Thou with energy didst overshadow the pure Mary;
Well hast Thou come in human form.
Behold here the Son of glorious hope,
Whose death proceeded from Idas.
He was, by his treachery and disgraceful conduct,
A deluder in the gentle service of his lord;
Cunning was he, but he was not wise;
And until the judgment I know not his destination.
If a bard were every poet that is
On earth, on the brine and on the cultivated plain,
On the sand and on the seas, and in the stars of astronomy,
The giver with the gentle and ready hand being judge,
More than they could I should wish, and also do,
To relate the power and bounty of the Creator.

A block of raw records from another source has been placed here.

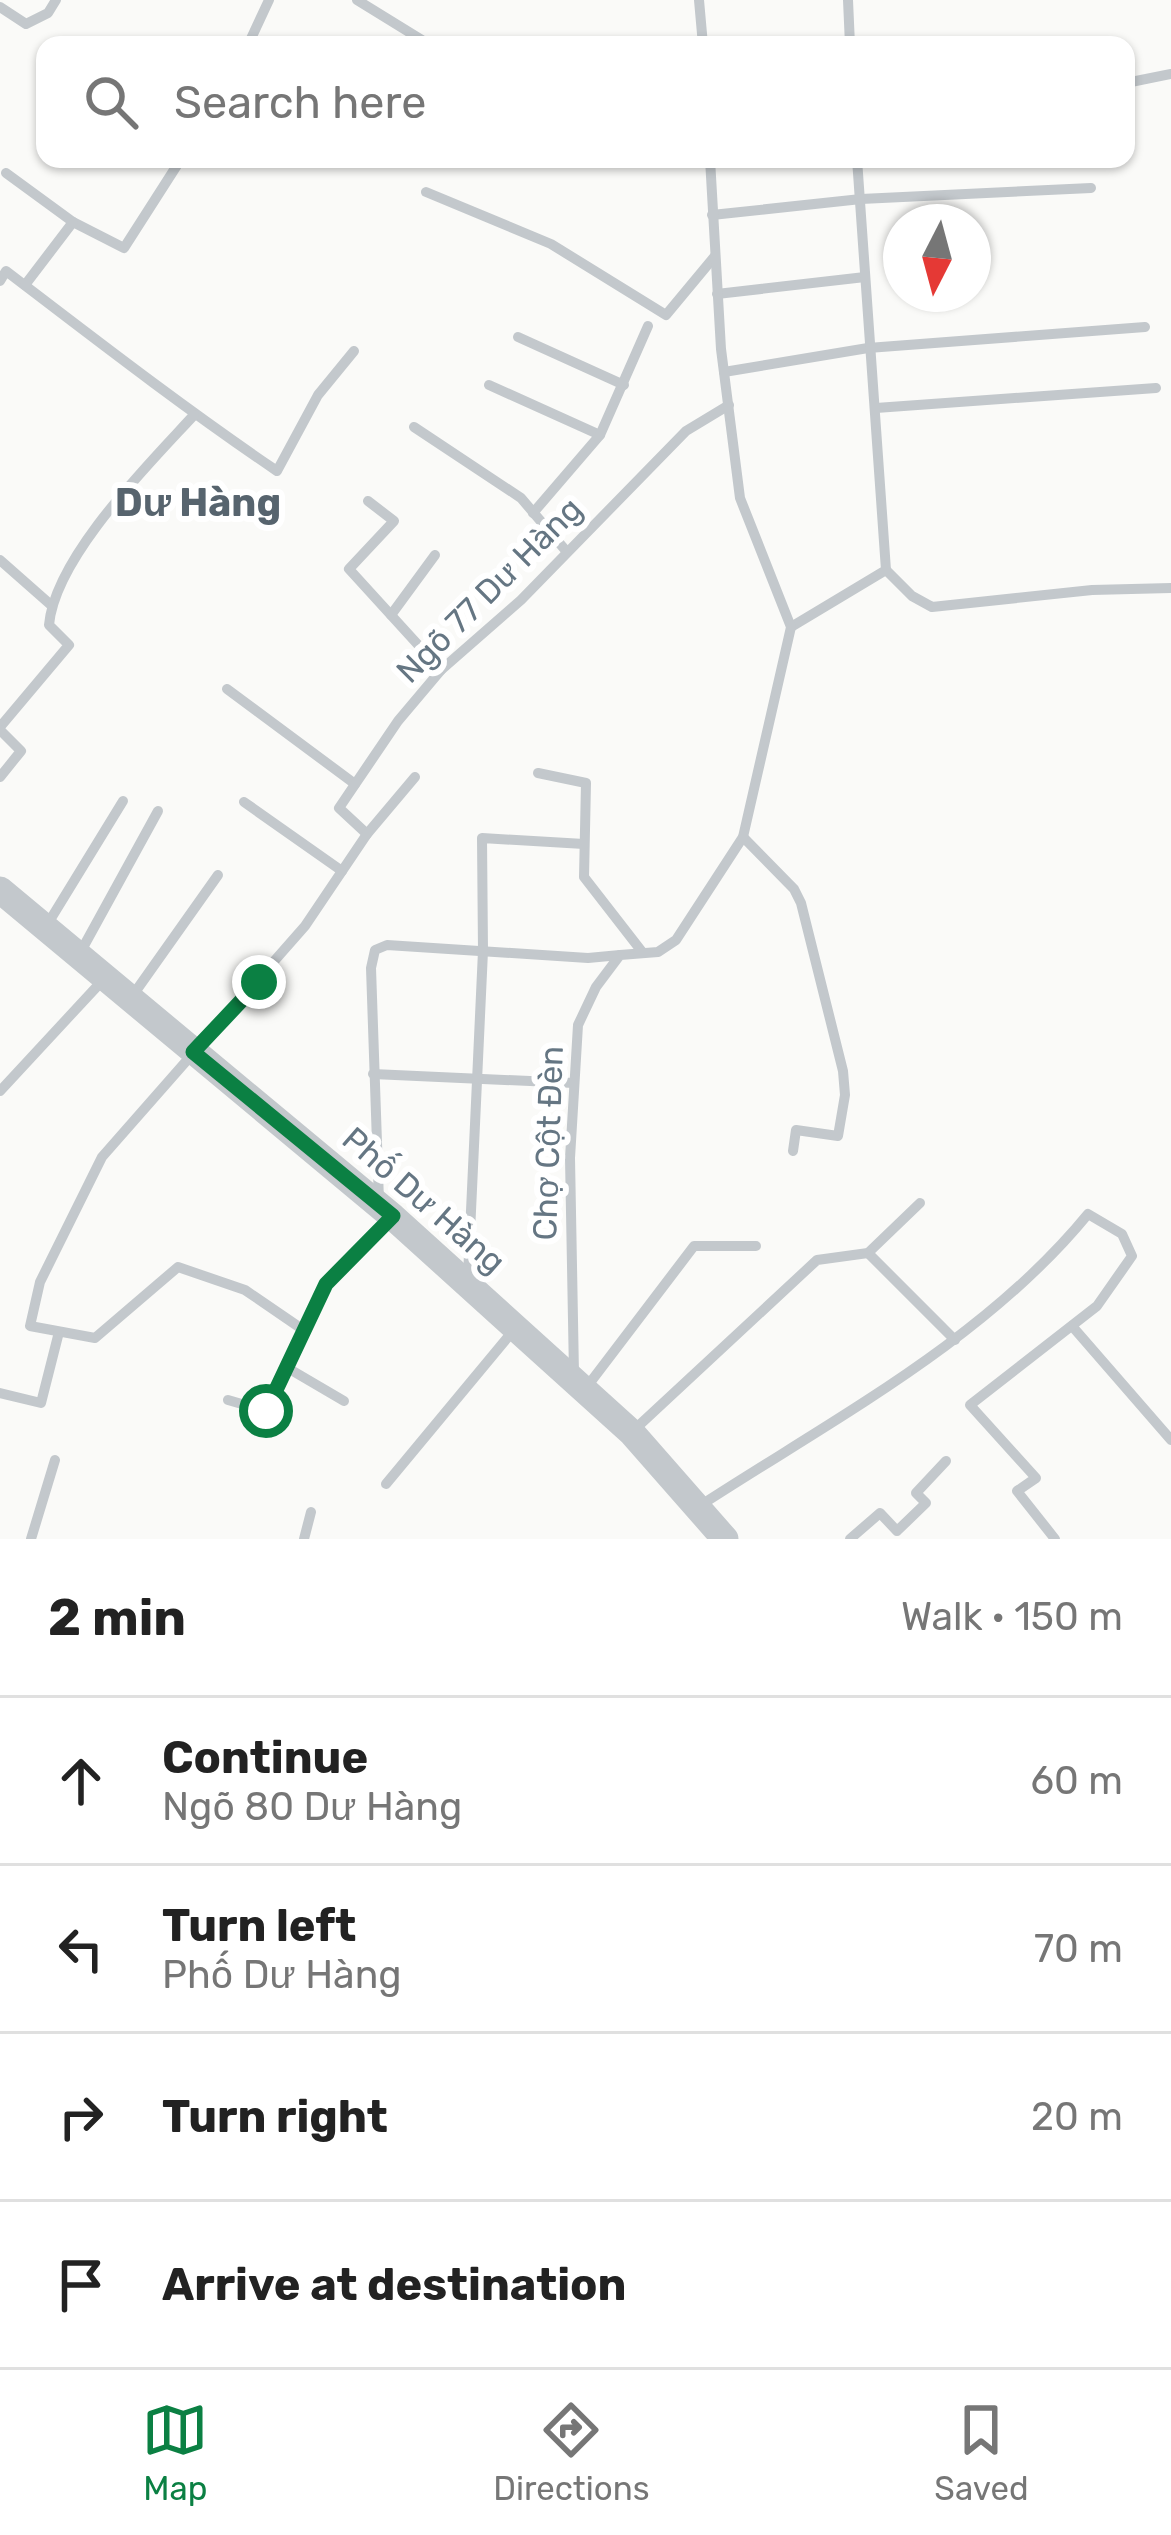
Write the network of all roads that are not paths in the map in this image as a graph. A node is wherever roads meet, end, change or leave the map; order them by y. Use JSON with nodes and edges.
{"nodes":[{"id":1,"x":56,"y":0,"type":"edge"},
{"id":2,"x":269,"y":0,"type":"edge"},
{"id":3,"x":357,"y":0,"type":"edge"},
{"id":4,"x":699,"y":0,"type":"edge"},
{"id":5,"x":848,"y":0,"type":"edge"},
{"id":6,"x":0,"y":7,"type":"edge"},
{"id":7,"x":252,"y":36,"type":"edge"},
{"id":8,"x":415,"y":36,"type":"edge"},
{"id":9,"x":702,"y":36,"type":"edge"},
{"id":10,"x":850,"y":36,"type":"edge"},
{"id":11,"x":1171,"y":74,"type":"edge"},
{"id":12,"x":1135,"y":80,"type":"edge"},
{"id":13,"x":175,"y":168,"type":"edge"},
{"id":14,"x":710,"y":168,"type":"edge"},
{"id":15,"x":858,"y":168,"type":"edge"},
{"id":16,"x":6,"y":172,"type":"dead end"},
{"id":17,"x":1091,"y":188,"type":"dead end"},
{"id":18,"x":426,"y":192,"type":"dead end"},
{"id":19,"x":861,"y":199,"type":"junction"},
{"id":20,"x":712,"y":215,"type":"junction"},
{"id":21,"x":73,"y":222,"type":"junction"},
{"id":22,"x":715,"y":256,"type":"junction"},
{"id":23,"x":865,"y":277,"type":"junction"},
{"id":24,"x":0,"y":281,"type":"edge"},
{"id":25,"x":25,"y":285,"type":"junction"},
{"id":26,"x":717,"y":294,"type":"junction"},
{"id":27,"x":649,"y":326,"type":"dead end"},
{"id":28,"x":1145,"y":327,"type":"dead end"},
{"id":29,"x":518,"y":338,"type":"dead end"},
{"id":30,"x":868,"y":347,"type":"junction"},
{"id":31,"x":354,"y":351,"type":"dead end"},
{"id":32,"x":724,"y":371,"type":"junction"},
{"id":33,"x":489,"y":385,"type":"dead end"},
{"id":34,"x":623,"y":385,"type":"junction"},
{"id":35,"x":1156,"y":388,"type":"dead end"},
{"id":36,"x":729,"y":405,"type":"junction"},
{"id":37,"x":876,"y":408,"type":"junction"},
{"id":38,"x":194,"y":415,"type":"junction"},
{"id":39,"x":414,"y":427,"type":"dead end"},
{"id":40,"x":600,"y":435,"type":"junction"},
{"id":41,"x":368,"y":501,"type":"dead end"},
{"id":42,"x":533,"y":513,"type":"junction"},
{"id":43,"x":567,"y":552,"type":"junction"},
{"id":44,"x":435,"y":555,"type":"dead end"},
{"id":45,"x":0,"y":560,"type":"edge"},
{"id":46,"x":886,"y":570,"type":"junction"},
{"id":47,"x":1171,"y":588,"type":"edge"},
{"id":48,"x":51,"y":605,"type":"junction"},
{"id":49,"x":391,"y":615,"type":"junction"},
{"id":50,"x":791,"y":627,"type":"junction"},
{"id":51,"x":441,"y":670,"type":"junction"},
{"id":52,"x":227,"y":689,"type":"dead end"},
{"id":53,"x":0,"y":728,"type":"edge"},
{"id":54,"x":538,"y":773,"type":"dead end"},
{"id":55,"x":0,"y":777,"type":"edge"},
{"id":56,"x":415,"y":777,"type":"dead end"},
{"id":57,"x":355,"y":784,"type":"junction"},
{"id":58,"x":123,"y":801,"type":"dead end"},
{"id":59,"x":244,"y":802,"type":"dead end"},
{"id":60,"x":158,"y":811,"type":"dead end"},
{"id":61,"x":367,"y":835,"type":"junction"},
{"id":62,"x":743,"y":837,"type":"junction"},
{"id":63,"x":584,"y":844,"type":"junction"},
{"id":64,"x":342,"y":872,"type":"junction"},
{"id":65,"x":218,"y":875,"type":"dead end"},
{"id":66,"x":0,"y":890,"type":"edge"},
{"id":67,"x":46,"y":928,"type":"junction"},
{"id":68,"x":483,"y":951,"type":"junction"},
{"id":69,"x":643,"y":953,"type":"junction"},
{"id":70,"x":620,"y":955,"type":"junction"},
{"id":71,"x":78,"y":956,"type":"junction"},
{"id":72,"x":106,"y":978,"type":"junction"},
{"id":73,"x":130,"y":998,"type":"junction"},
{"id":74,"x":193,"y":1052,"type":"junction"},
{"id":75,"x":373,"y":1074,"type":"junction"},
{"id":76,"x":477,"y":1079,"type":"junction"},
{"id":77,"x":574,"y":1083,"type":"junction"},
{"id":78,"x":0,"y":1091,"type":"edge"},
{"id":79,"x":793,"y":1150,"type":"dead end"},
{"id":80,"x":920,"y":1203,"type":"dead end"},
{"id":81,"x":386,"y":1210,"type":"junction"},
{"id":82,"x":755,"y":1246,"type":"dead end"},
{"id":83,"x":868,"y":1253,"type":"junction"},
{"id":84,"x":467,"y":1285,"type":"junction"},
{"id":85,"x":1072,"y":1326,"type":"junction"},
{"id":86,"x":515,"y":1329,"type":"junction"},
{"id":87,"x":302,"y":1330,"type":"junction"},
{"id":88,"x":59,"y":1331,"type":"junction"},
{"id":89,"x":955,"y":1340,"type":"junction"},
{"id":90,"x":286,"y":1367,"type":"junction"},
{"id":91,"x":579,"y":1387,"type":"junction"},
{"id":92,"x":0,"y":1394,"type":"edge"},
{"id":93,"x":228,"y":1400,"type":"dead end"},
{"id":94,"x":344,"y":1401,"type":"dead end"},
{"id":95,"x":632,"y":1432,"type":"junction"},
{"id":96,"x":1171,"y":1439,"type":"edge"},
{"id":97,"x":56,"y":1460,"type":"dead end"},
{"id":98,"x":946,"y":1461,"type":"dead end"},
{"id":99,"x":386,"y":1484,"type":"dead end"},
{"id":100,"x":695,"y":1508,"type":"junction"},
{"id":101,"x":311,"y":1512,"type":"dead end"},
{"id":102,"x":31,"y":1539,"type":"edge"},
{"id":103,"x":304,"y":1539,"type":"edge"},
{"id":104,"x":725,"y":1539,"type":"edge"},
{"id":105,"x":850,"y":1539,"type":"edge"},
{"id":106,"x":1055,"y":1539,"type":"edge"}],
"edges":[{"from":1,"to":6,"type":"lane"},
{"from":2,"to":7,"type":"lane"},
{"from":3,"to":8,"type":"lane"},
{"from":4,"to":9,"type":"lane"},
{"from":5,"to":10,"type":"lane"},
{"from":11,"to":12,"type":"lane"},
{"from":13,"to":21,"type":"lane"},
{"from":14,"to":20,"type":"lane"},
{"from":15,"to":19,"type":"lane"},
{"from":16,"to":21,"type":"lane"},
{"from":17,"to":19,"type":"lane"},
{"from":18,"to":22,"type":"lane"},
{"from":19,"to":20,"type":"lane"},
{"from":19,"to":23,"type":"lane"},
{"from":20,"to":22,"type":"lane"},
{"from":21,"to":25,"type":"lane"},
{"from":22,"to":26,"type":"lane"},
{"from":23,"to":26,"type":"lane"},
{"from":23,"to":30,"type":"lane"},
{"from":24,"to":25,"type":"lane"},
{"from":25,"to":38,"type":"lane"},
{"from":26,"to":32,"type":"lane"},
{"from":27,"to":34,"type":"lane"},
{"from":28,"to":30,"type":"lane"},
{"from":29,"to":34,"type":"lane"},
{"from":30,"to":32,"type":"lane"},
{"from":30,"to":37,"type":"lane"},
{"from":31,"to":38,"type":"lane"},
{"from":32,"to":36,"type":"lane"},
{"from":33,"to":40,"type":"lane"},
{"from":34,"to":40,"type":"lane"},
{"from":35,"to":37,"type":"lane"},
{"from":36,"to":43,"type":"lane","name":"Ngõ 77 Dư Hàng"},
{"from":36,"to":50,"type":"lane"},
{"from":37,"to":46,"type":"lane"},
{"from":38,"to":48,"type":"lane"},
{"from":39,"to":42,"type":"lane"},
{"from":40,"to":42,"type":"lane"},
{"from":41,"to":49,"type":"lane"},
{"from":42,"to":43,"type":"lane"},
{"from":43,"to":51,"type":"lane","name":"Ngõ 77 Dư Hàng"},
{"from":44,"to":49,"type":"lane"},
{"from":45,"to":48,"type":"lane"},
{"from":46,"to":47,"type":"lane"},
{"from":46,"to":50,"type":"lane"},
{"from":48,"to":53,"type":"lane"},
{"from":49,"to":51,"type":"lane"},
{"from":50,"to":62,"type":"lane"},
{"from":51,"to":57,"type":"lane","name":"Ngõ 77 Dư Hàng"},
{"from":52,"to":57,"type":"lane"},
{"from":53,"to":55,"type":"lane"},
{"from":54,"to":63,"type":"lane"},
{"from":56,"to":61,"type":"lane"},
{"from":57,"to":61,"type":"lane"},
{"from":58,"to":67,"type":"lane"},
{"from":59,"to":64,"type":"lane"},
{"from":60,"to":71,"type":"lane"},
{"from":61,"to":64,"type":"lane"},
{"from":62,"to":69,"type":"lane"},
{"from":62,"to":79,"type":"lane"},
{"from":63,"to":68,"type":"lane"},
{"from":63,"to":69,"type":"lane"},
{"from":64,"to":74,"type":"lane"},
{"from":65,"to":73,"type":"lane"},
{"from":66,"to":67,"type":"street","name":"Phố Dư Hàng"},
{"from":67,"to":71,"type":"street","name":"Phố Dư Hàng"},
{"from":68,"to":70,"type":"lane"},
{"from":68,"to":75,"type":"lane"},
{"from":68,"to":76,"type":"lane"},
{"from":69,"to":70,"type":"lane"},
{"from":70,"to":77,"type":"lane","name":"Chợ Cột Đèn"},
{"from":71,"to":72,"type":"street","name":"Phố Dư Hàng"},
{"from":72,"to":73,"type":"street","name":"Phố Dư Hàng"},
{"from":72,"to":78,"type":"lane"},
{"from":73,"to":74,"type":"street","name":"Phố Dư Hàng"},
{"from":74,"to":81,"type":"street","name":"Phố Dư Hàng"},
{"from":74,"to":88,"type":"lane"},
{"from":75,"to":76,"type":"lane"},
{"from":75,"to":81,"type":"lane"},
{"from":76,"to":77,"type":"lane"},
{"from":76,"to":84,"type":"lane"},
{"from":77,"to":91,"type":"lane","name":"Chợ Cột Đèn"},
{"from":80,"to":83,"type":"lane"},
{"from":81,"to":84,"type":"street","name":"Phố Dư Hàng"},
{"from":81,"to":87,"type":"lane"},
{"from":82,"to":91,"type":"lane"},
{"from":83,"to":89,"type":"lane"},
{"from":83,"to":95,"type":"lane"},
{"from":84,"to":86,"type":"street","name":"Phố Dư Hàng"},
{"from":85,"to":89,"type":"lane"},
{"from":85,"to":96,"type":"lane"},
{"from":85,"to":106,"type":"lane"},
{"from":86,"to":91,"type":"street","name":"Phố Dư Hàng"},
{"from":86,"to":99,"type":"lane"},
{"from":87,"to":88,"type":"lane"},
{"from":87,"to":90,"type":"lane"},
{"from":88,"to":92,"type":"lane"},
{"from":89,"to":100,"type":"lane"},
{"from":90,"to":93,"type":"lane"},
{"from":90,"to":94,"type":"lane"},
{"from":91,"to":95,"type":"street","name":"Phố Dư Hàng"},
{"from":95,"to":100,"type":"street","name":"Phố Dư Hàng"},
{"from":97,"to":102,"type":"lane"},
{"from":98,"to":105,"type":"lane"},
{"from":100,"to":104,"type":"street","name":"Phố Dư Hàng"},
{"from":101,"to":103,"type":"lane"}]}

Great God! to-day is thy majesty extolled.

II.
The blessing of the nine hosts of heaven on the mysterious
Creator, the mighty God and dominator,
Who has created the light of gladness,
And generous brightness of the sun in the day,
Like the Christian’s lamp, it shines above the deep,
A thousand times greater than the moon.
And a third wonder is, the agitation of the sea;
how it ebbs, how it swells,
How it goes, how it comes, how it rolls, how it settles;
How long will it go, or how will it be?
At the end of seven years,
The Creator will check its course,
Until it comes to its former state.
We will worship him who causes it, the mighty
God, the Son of Mary, who created heaven and earth.
When thou camest on Easter eve
From Uffern, what was thy portion became liberated;
Creator of heaven! may we purchase thy loving-kindness!